Profiling
Cadmus supports continuous profiling with Pyroscope when the profiling
feature is enabled.
What it does
- Uses jemalloc heap profiling for allocation data
- Uses pprof for CPU profiling data
- Pushes both profile types to Pyroscope
Feature flags
profilingenables profiling support in the codebasetelemetryenables profiling together with tracing
Runtime behavior
Profiling is initialized during app startup and shut down during app exit. If a Pyroscope endpoint is configured, Cadmus starts collecting profiles right away so early startup work is included.

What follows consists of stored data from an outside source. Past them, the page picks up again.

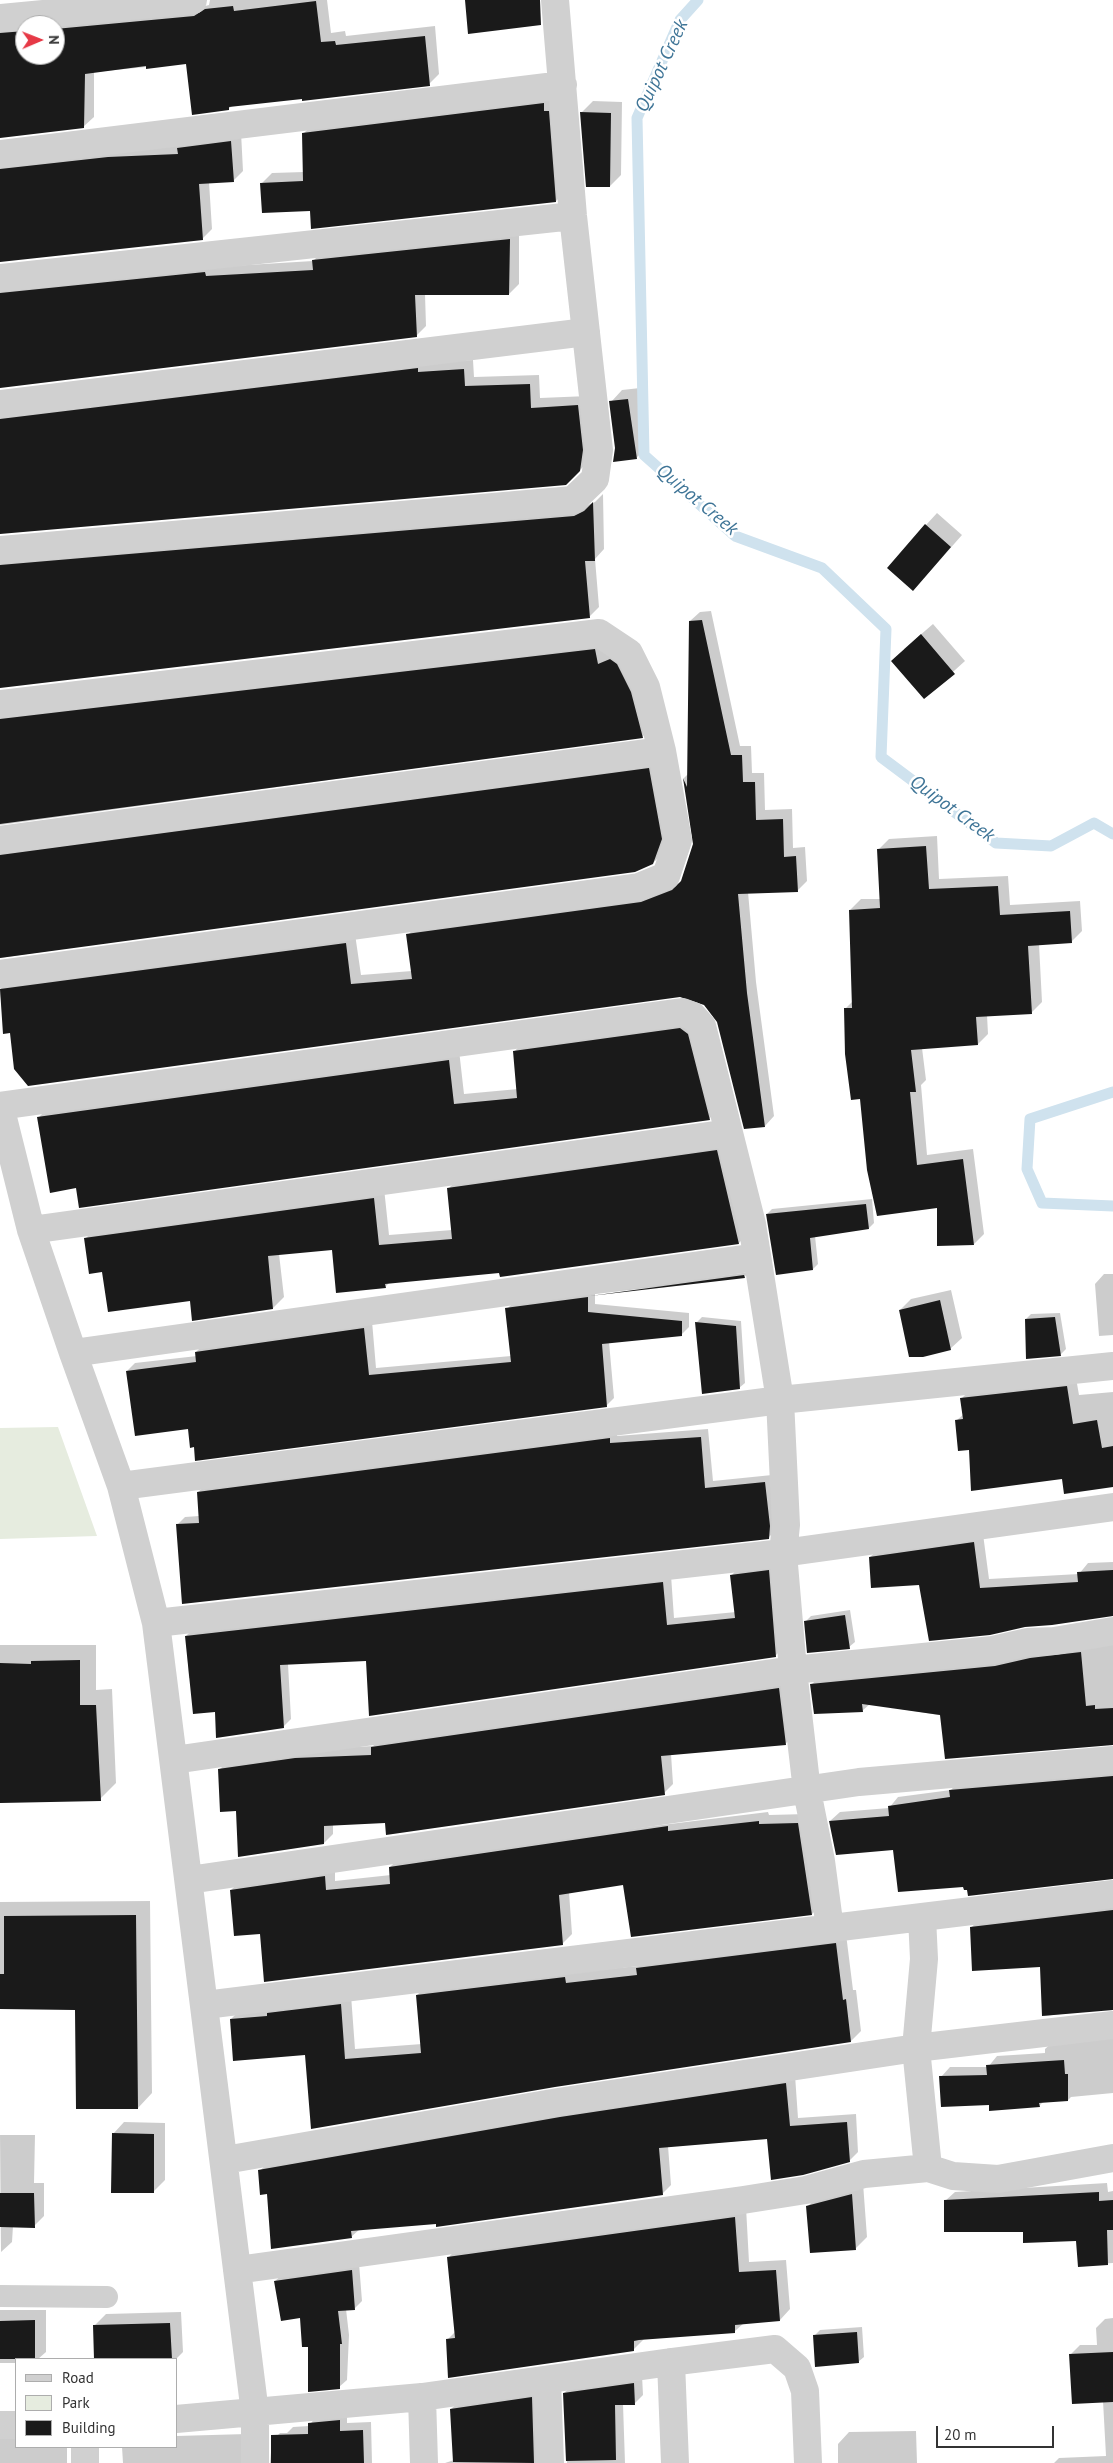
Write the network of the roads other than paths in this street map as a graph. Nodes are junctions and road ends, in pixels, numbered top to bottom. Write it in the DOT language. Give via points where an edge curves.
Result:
graph roads {
  1 [pos="194,0"];
  2 [pos="555,0"];
  3 [pos="0,18"];
  4 [pos="563,85"];
  5 [pos="0,154"];
  6 [pos="572,216"];
  7 [pos="0,278"];
  8 [pos="586,332"];
  9 [pos="0,404"];
  10 [pos="0,550"];
  11 [pos="0,704"];
  12 [pos="662,751"];
  13 [pos="0,840"];
  14 [pos="0,974"];
  15 [pos="0,1106"];
  16 [pos="729,1133"];
  17 [pos="31,1230"];
  18 [pos="757,1257"];
  19 [pos="73,1353"];
  20 [pos="1113,1366"];
  21 [pos="780,1400"];
  22 [pos="121,1486"];
  23 [pos="1113,1507"];
  24 [pos="783,1553"];
  25 [pos="156,1623"];
  26 [pos="1113,1631"];
  27 [pos="793,1670"];
  28 [pos="174,1760"];
  29 [pos="1113,1760"];
  30 [pos="807,1791"];
  31 [pos="190,1880"];
  32 [pos="1113,1894"];
  33 [pos="922,1917"];
  34 [pos="830,1929"];
  35 [pos="205,2005"];
  36 [pos="1113,2025"];
  37 [pos="916,2048"];
  38 [pos="1113,2158"];
  39 [pos="225,2160"];
  40 [pos="928,2168"];
  41 [pos="237,2270"];
  42 [pos="0,2296"];
  43 [pos="107,2297"];
  44 [pos="671,2362"];
  45 [pos="547,2380"];
  46 [pos="422,2398"];
  47 [pos="255,2413"];
  48 [pos="178,2419"];
  49 [pos="0,2425"];
  50 [pos="15,2426"];
  51 [pos="85,2448"];
  52 [pos="85,2463"];
  53 [pos="255,2463"];
  54 [pos="424,2463"];
  55 [pos="550,2463"];
  56 [pos="675,2463"];
  57 [pos="808,2463"];
  1 -- 3 [label="street"];
  2 -- 4 [label="street"];
  4 -- 5 [label="street"];
  4 -- 6 [label="street"];
  6 -- 7 [label="street"];
  6 -- 8 [label="street"];
  8 -- 9 [label="street"];
  8 -- 10 [label="street" via="599,450 595,479 573,500"];
  11 -- 12 [label="street" via="599,633 629,654 646,687"];
  12 -- 13 [label="street"];
  12 -- 14 [label="street" via="678,840 666,876 639,887"];
  15 -- 16 [label="street" via="682,1012 693,1016 702,1026"];
  15 -- 17 [label="street"];
  16 -- 17 [label="street"];
  16 -- 18 [label="street"];
  17 -- 19 [label="street"];
  18 -- 19 [label="street"];
  18 -- 21 [label="street"];
  19 -- 22 [label="street"];
  20 -- 21 [label="street"];
  21 -- 22 [label="street"];
  21 -- 24 [label="street" via="786,1526"];
  22 -- 25 [label="street"];
  23 -- 24 [label="street"];
  24 -- 25 [label="street"];
  24 -- 27 [label="street"];
  25 -- 28 [label="street"];
  26 -- 27 [label="street" via="993,1650"];
  27 -- 28 [label="street"];
  27 -- 30 [label="street"];
  28 -- 31 [label="street"];
  29 -- 30 [label="street" via="859,1782"];
  30 -- 31 [label="street"];
  30 -- 34 [label="street"];
  31 -- 35 [label="street"];
  32 -- 33 [label="street"];
  33 -- 34 [label="street"];
  33 -- 37 [label="street" via="924,1959"];
  34 -- 35 [label="street"];
  35 -- 39 [label="street"];
  36 -- 37 [label="street"];
  37 -- 39 [label="street" via="558,2102"];
  37 -- 40 [label="street"];
  38 -- 40 [label="street" via="998,2179 953,2176"];
  39 -- 41 [label="street"];
  40 -- 41 [label="street" via="864,2174 806,2190 743,2200"];
  41 -- 47 [label="street"];
  42 -- 43 [label="lane"];
  44 -- 45 [label="street"];
  44 -- 56 [label="street"];
  44 -- 57 [label="street" via="775,2349 797,2368 805,2391"];
  45 -- 46 [label="street"];
  45 -- 55 [label="street"];
  46 -- 47 [label="street"];
  46 -- 54 [label="street"];
  47 -- 48 [label="street"];
  47 -- 53 [label="street"];
  49 -- 50 [label="street"];
  51 -- 52 [label="street"];
}
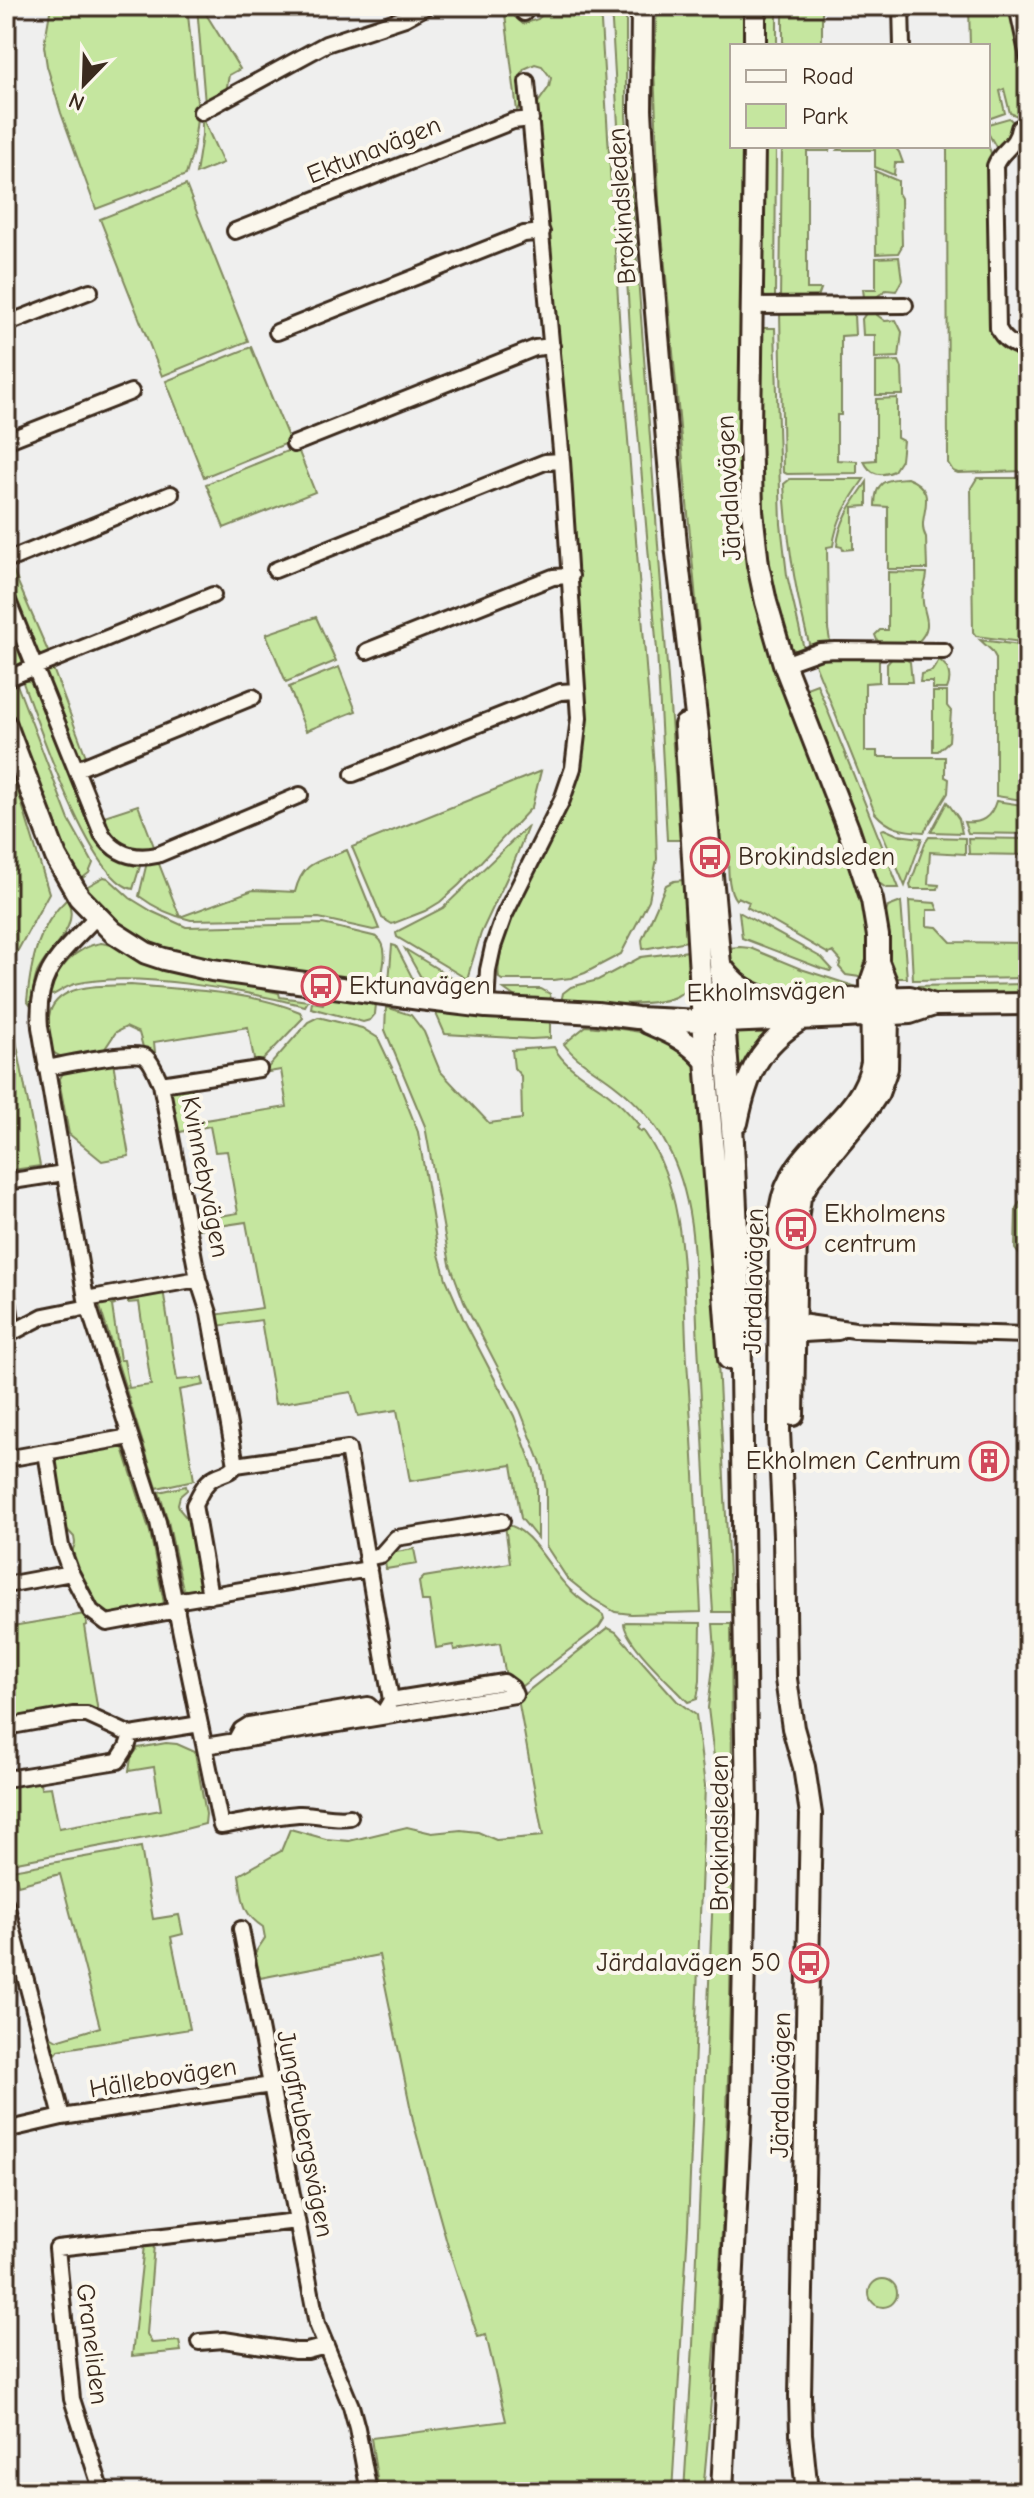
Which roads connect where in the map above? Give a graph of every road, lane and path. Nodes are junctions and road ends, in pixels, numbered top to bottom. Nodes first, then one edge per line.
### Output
1 (427, 6) edge
2 (642, 6) edge
3 (755, 6) edge
4 (901, 6) edge
5 (1017, 6) edge
6 (755, 44) edge
7 (902, 44) edge
8 (1028, 57) edge
9 (527, 82) dead end
10 (201, 112) dead end
11 (531, 119) junction
12 (1028, 129) edge
13 (754, 148) edge
14 (235, 231) dead end
15 (542, 232) junction
16 (90, 291) dead end
17 (905, 305) dead end
18 (752, 306) junction
19 (6, 324) edge
20 (277, 332) dead end
21 (552, 346) junction
22 (1028, 349) edge
23 (131, 392) dead end
24 (6, 441) edge
25 (294, 444) dead end
26 (562, 461) junction
27 (171, 494) dead end
28 (676, 545) junction
29 (6, 561) edge
30 (275, 570) dead end
31 (571, 576) junction
32 (213, 595) dead end
33 (6, 596) edge
34 (367, 651) dead end
35 (944, 651) dead end
36 (784, 664) junction
37 (35, 667) junction
38 (6, 679) edge
39 (577, 691) junction
40 (253, 697) dead end
41 (6, 725) edge
42 (77, 769) junction
43 (353, 774) dead end
44 (300, 795) dead end
45 (96, 917) junction
46 (720, 964) junction
47 (776, 1003) junction
48 (1028, 1004) edge
49 (879, 1006) junction
50 (486, 1007) junction
51 (597, 1013) junction
52 (713, 1014) junction
53 (637, 1018) junction
54 (804, 1018) junction
55 (706, 1061) junction
56 (46, 1068) junction
57 (259, 1069) dead end
58 (161, 1084) junction
59 (733, 1142) junction
60 (64, 1173) junction
61 (6, 1182) edge
62 (198, 1279) junction
63 (6, 1290) edge
64 (88, 1303) junction
65 (787, 1327) junction
66 (10, 1332) edge
67 (1028, 1335) edge
68 (130, 1437) junction
69 (46, 1452) junction
70 (6, 1459) edge
71 (236, 1465) junction
72 (741, 1506) junction
73 (502, 1521) dead end
74 (368, 1564) junction
75 (71, 1573) junction
76 (6, 1585) edge
77 (210, 1596) junction
78 (176, 1605) junction
79 (391, 1700) junction
80 (381, 1717) junction
81 (200, 1724) junction
82 (6, 1727) edge
83 (131, 1735) junction
84 (205, 1746) junction
85 (6, 1779) edge
86 (350, 1817) dead end
87 (6, 1904) edge
88 (241, 1929) dead end
89 (271, 2085) junction
90 (62, 2117) junction
91 (6, 2130) edge
92 (297, 2221) junction
93 (199, 2342) dead end
94 (326, 2346) junction
95 (726, 2400) junction
96 (102, 2492) edge
97 (369, 2492) edge
98 (714, 2492) edge
99 (722, 2492) edge
100 (807, 2492) edge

The app configures jemalloc as the global allocator when profiling is enabled
and enables heap profiling at process startup. CPU profiling runs alongside it
through the Pyroscope agent.
Configuration
See the settings reference for the full logging and profiling configuration.
logging.pyroscope-endpointPYROSCOPE_SERVER_URL
PYROSCOPE_SERVER_URL overrides logging.pyroscope-endpoint when both are
set.
To build Cadmus with profiling support:
cargo build --features profiling
To build Cadmus with tracing and profiling together:
cargo build --features telemetry
Profile types
Cadmus currently exports:
- heap allocation profiles via jemalloc
- CPU profiles via pprof-rs
Both profile streams are pushed to the configured Pyroscope server.
Local development
The cadmus-dev-otel command starts the emulator with profiling enabled and
the local Pyroscope service available at http://localhost:4040.
With the full devenv stack running, traces go to Tempo, logs go to Loki, and profiles go to Pyroscope. That makes it possible to correlate a single run across all three observability backends.